Não é só a atmosfera e o espírito do local que servia de inspiração para estes devaneios, nem o facto – tão sugestivo – da intimidade dos elementos nesta finisterra que se sabia ser o ponto mais ocidental da Europa. Textos antigos dele faziam o «Monte da Lua» e a abundância dos vestígios arqueológicos convidava às investigações. Assim, o Príncipe D. Luís, acompanhado pelo desenhador e epigrafista Francisco de Holanda, explorava estas paragens em busca de inscrições, descobrindo, em 1543, um templo romano circular erguendo-se sobre o mar, em Colares, e dedicado ao Sol e à Lua.

O sábio André de Resende estudou aturadamente este conjunto de vestígios (De Antiquitatibus Lusitiniae, Évora, 1593, mas composto trinta anos antes), cuja autenticidade começa hoje a ser reconhecida (Cardim Ribeiro). É, aliás, entre Lisboa e Sintra que, na sua Quinta de Nossa Senhora dos Enfermos em Camarões, vive Francisco de Holanda, para se dedicar às investigações sobre arquitectura antiga (sendo disso exemplo a ermida de São Mamede de Janas) e a uma “vida de filósofo antigo”.

Parecem ter sido os ricos mercadores italianos de Lisboa que, no início do séc. XVI, descobriram as virtudes de Sintra a concentração mais importante de “villas” do Primeiro Renascimento em Portugal, ou até de toda a Península Ibérica. Ainda pouco estudadas (por terem permanecido nas mãos de antigas famílias de proprietários), poderia indicar-se, a título de exemplo, a Quinta do Cosmo (de Cosimo Affaitati, por volta de 1540), com o seu raríssimo pombal; o Palácio de Ribafria (cerca de 1534, na Vila), e a Torre de Ribafria, de seu irmão, na várzea, rodeadas por lagos e jardins. Os Morelli, de Florença, viviam nas proximidades, sendo vizinhos de Holanda. Não é possível escrever a história da arquitectura civil do Renascimento na Europa sem passar por estas casas, às quais as ricas pedreiras de mármore da região emprestam um encanto italiano, carregado de exotismos. Não foi por acaso que o escultor normando Nicolas Chanterenne, vindo de Gaîllon, ali criou uma das primeiras obras primas segundo modelos antigos – o extraordinário retábulo em alabastro do Convento da Pena (1529-1532).
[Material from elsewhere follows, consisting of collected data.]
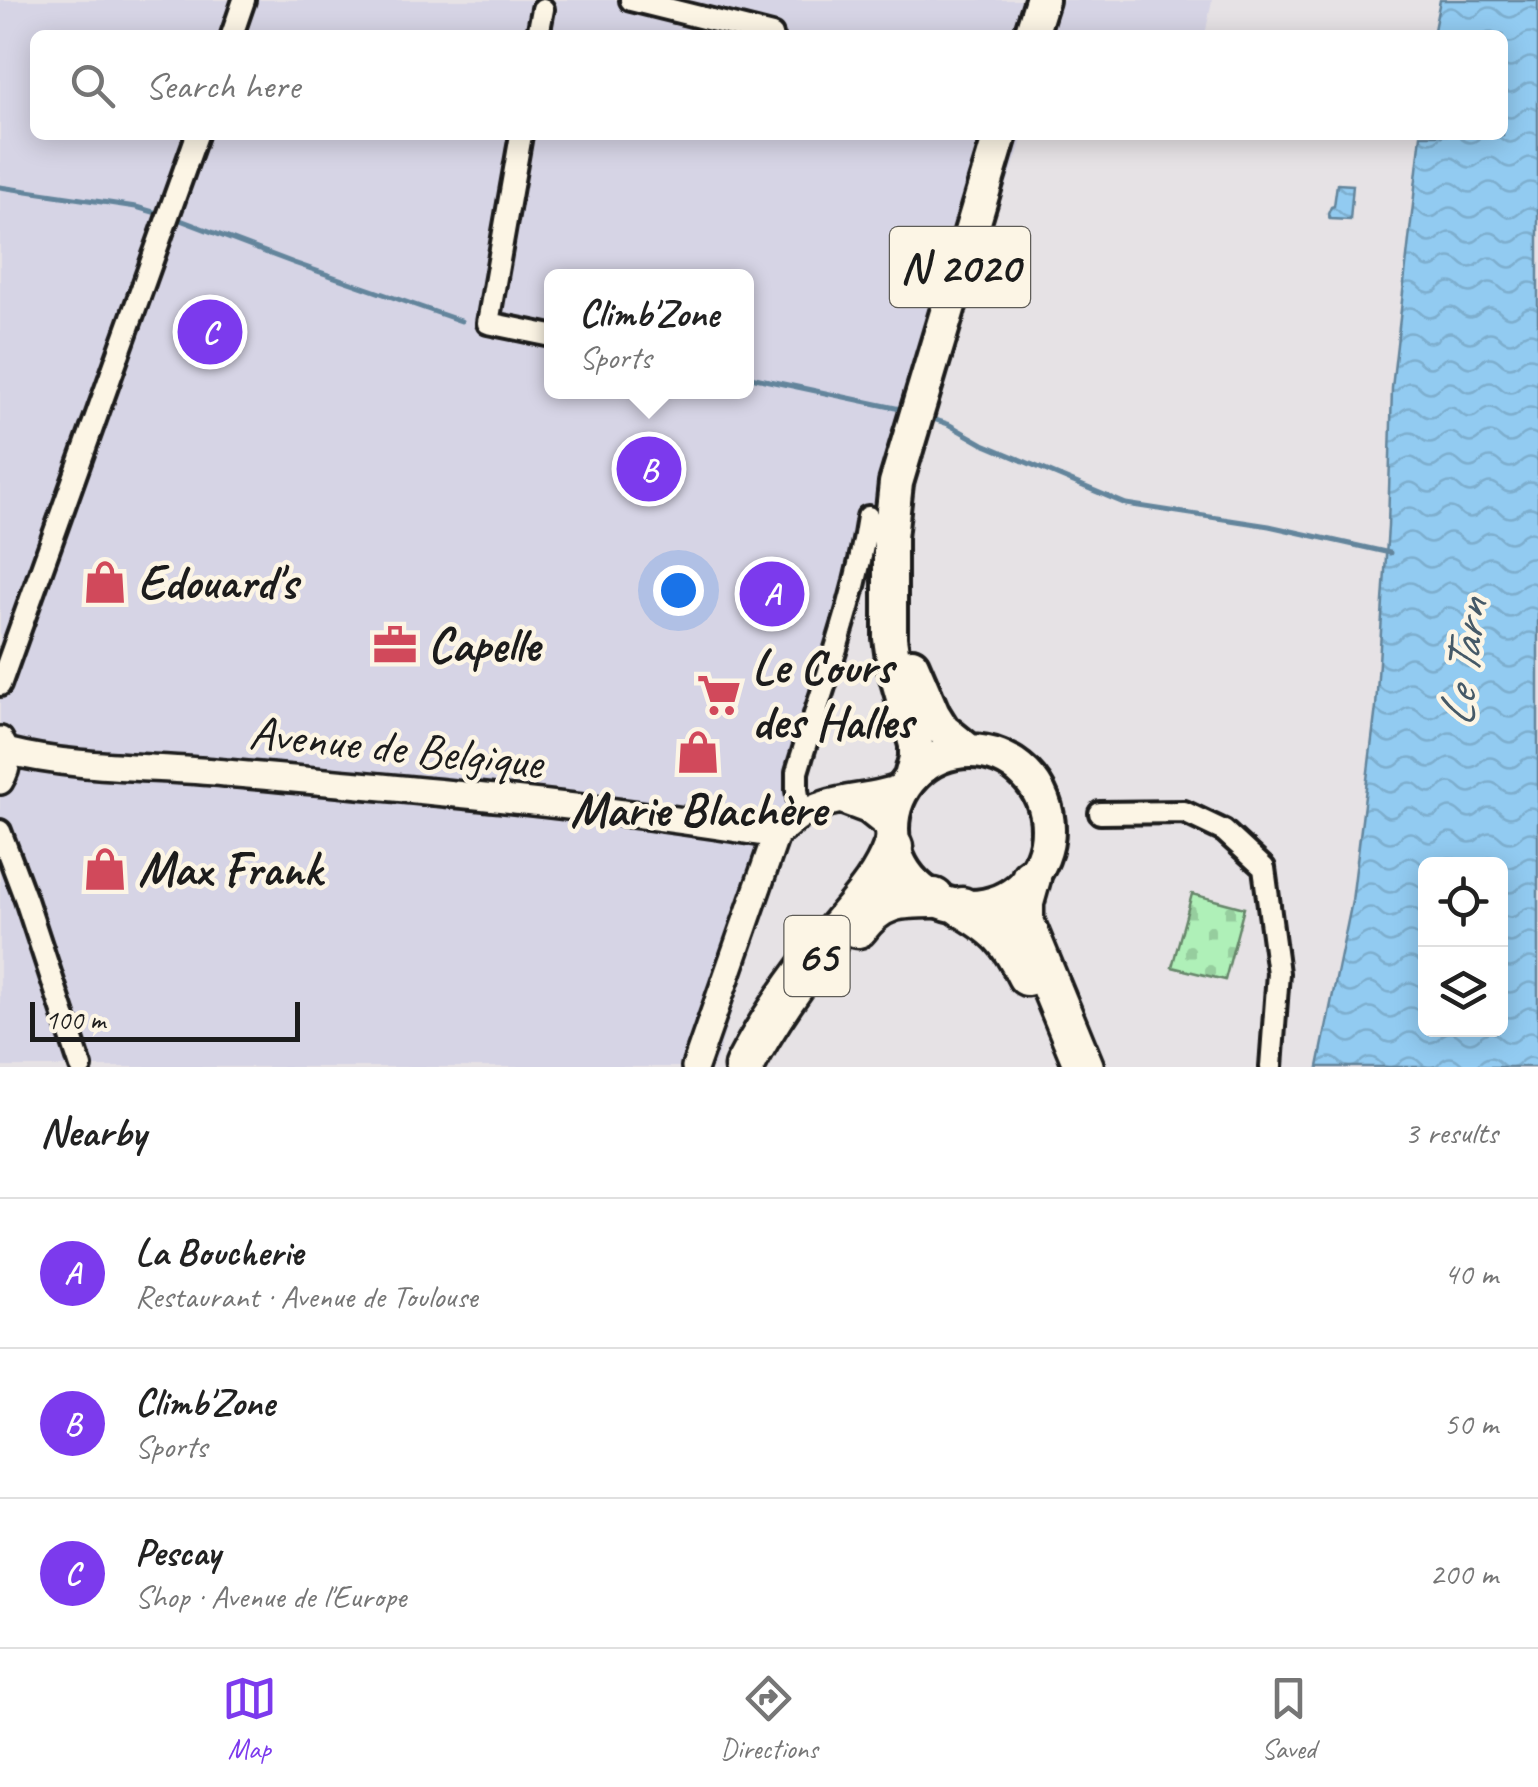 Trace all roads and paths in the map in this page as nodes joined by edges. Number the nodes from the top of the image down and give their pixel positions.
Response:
1 (244, 0) edge
2 (631, 0) edge
3 (1042, 0) edge
4 (543, 9) dead end
5 (234, 30) edge
6 (539, 30) edge
7 (752, 30) edge
8 (1033, 30) edge
9 (194, 140) edge
10 (520, 140) edge
11 (998, 140) edge
12 (544, 334) edge
13 (868, 517) dead end
14 (891, 600) junction
15 (0, 685) edge
16 (3, 746) edge
17 (970, 751) junction
18 (908, 781) junction
19 (0, 782) edge
20 (843, 802) junction
21 (801, 814) junction
22 (1100, 814) dead end
23 (0, 830) edge
24 (776, 834) junction
25 (892, 838) junction
26 (1031, 878) junction
27 (948, 903) junction
28 (82, 1067) edge
29 (695, 1067) edge
30 (744, 1067) edge
31 (766, 1067) edge
32 (1065, 1067) edge
33 (1084, 1067) edge
34 (1271, 1067) edge

1 - 5 street
2 - 7 street
3 - 8 main road
4 - 6 street
9 - 15 street
10 - 12 street
11 - 14 main road, N 2020
13 - 21 street
14 - 17 main road, N 2020
14 - 18 main road, N 2020
16 - 19 street
16 - 24 street, Avenue de Belgique
17 - 18 main road
17 - 26 main road
18 - 20 street
18 - 25 main road
20 - 21 street
20 - 25 street
21 - 24 street
22 - 34 street
23 - 28 street
24 - 29 street
25 - 27 main road
25 - 30 highway, 65
26 - 27 main road
26 - 33 highway
27 - 31 highway, 65
27 - 32 highway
Se se houvesse que escolher, neste foco renascentista, uma obra emblemática, seria, a meu ver, a Penha Verde, numa das encostas da Serra que domina a Vila e a várzea, o céu e o mar. O Vice-Rei das Índias, D. João de Castro, ali criou em 1543 um conjunto único onde a paisagem domina a arquitectura (reduzida a uma capela circular copiada de Vitrúvio) e onde jardins, repuxos e parques formam um percurso cheio de descobertas e de vistas sobre o Atlântico. Num Terraço natural dominando o horizonte infinito, dispôs a sua colecção de mármores antigos, segundo os conselhos do seu amigo banqueiro florentino Luca Giraldi, misturando-os com as pedras gravadas e trazidas das suas expedições do Mar Vermelho (1538) e conquistas na Índia, formando o mais estranho museu lapidar ao ar livre que se possa conceber.

Restam apenas dois baixos-relevos hindus, uma Madonna florentina do séc. XV (Desiderio de Settignano) e uma inscrição em sânscrito, junto a uma dedicatória em latim que mandava gravar no rochedo e que constitui a chave do conjunto. Tratava-se de uma recolha de testemunhos cosmológicos (ou supostamente) das principais culturas do mundo; e este local sublime era pano de fundo para conversas eruditas e lições sobre estrelas e planetas – um autêntico observatório de cosmografia, onde se podia apreciar as harmonias da “música do mundo”…

D. Álvaro de castro, seu filho, acrescentou estatuetas trazidas de Roma (por exemplo, um Hércules de Villa Giulia, ainda existente, que lhe fora oferecido pelo Papa no seu regresso de uma Embaixada, em 1563) e aí mandou construir um soberbo palácio do classicismo, no qual Francisco de Holanda colaborou.

Mas, no outro extremo da propriedade, sobranceira ao Atlântico – e conforme voto de seu pai –, fundou, em 1560, um convento capuchinho encastrado nas falésias viradas ao Oceano – o Convento dos Capuchos – que Filipe II de Espanha considerou como sendo o mais modesto do mundo e onde William Beckford confessava querer viver os seus últimos dias. Entre a escala miniatural e a magnitude cósmica, “a paisagem filosófica” encontrou em Sintra um dos mais belos testemunhos da arte e da cultura do Renascimento.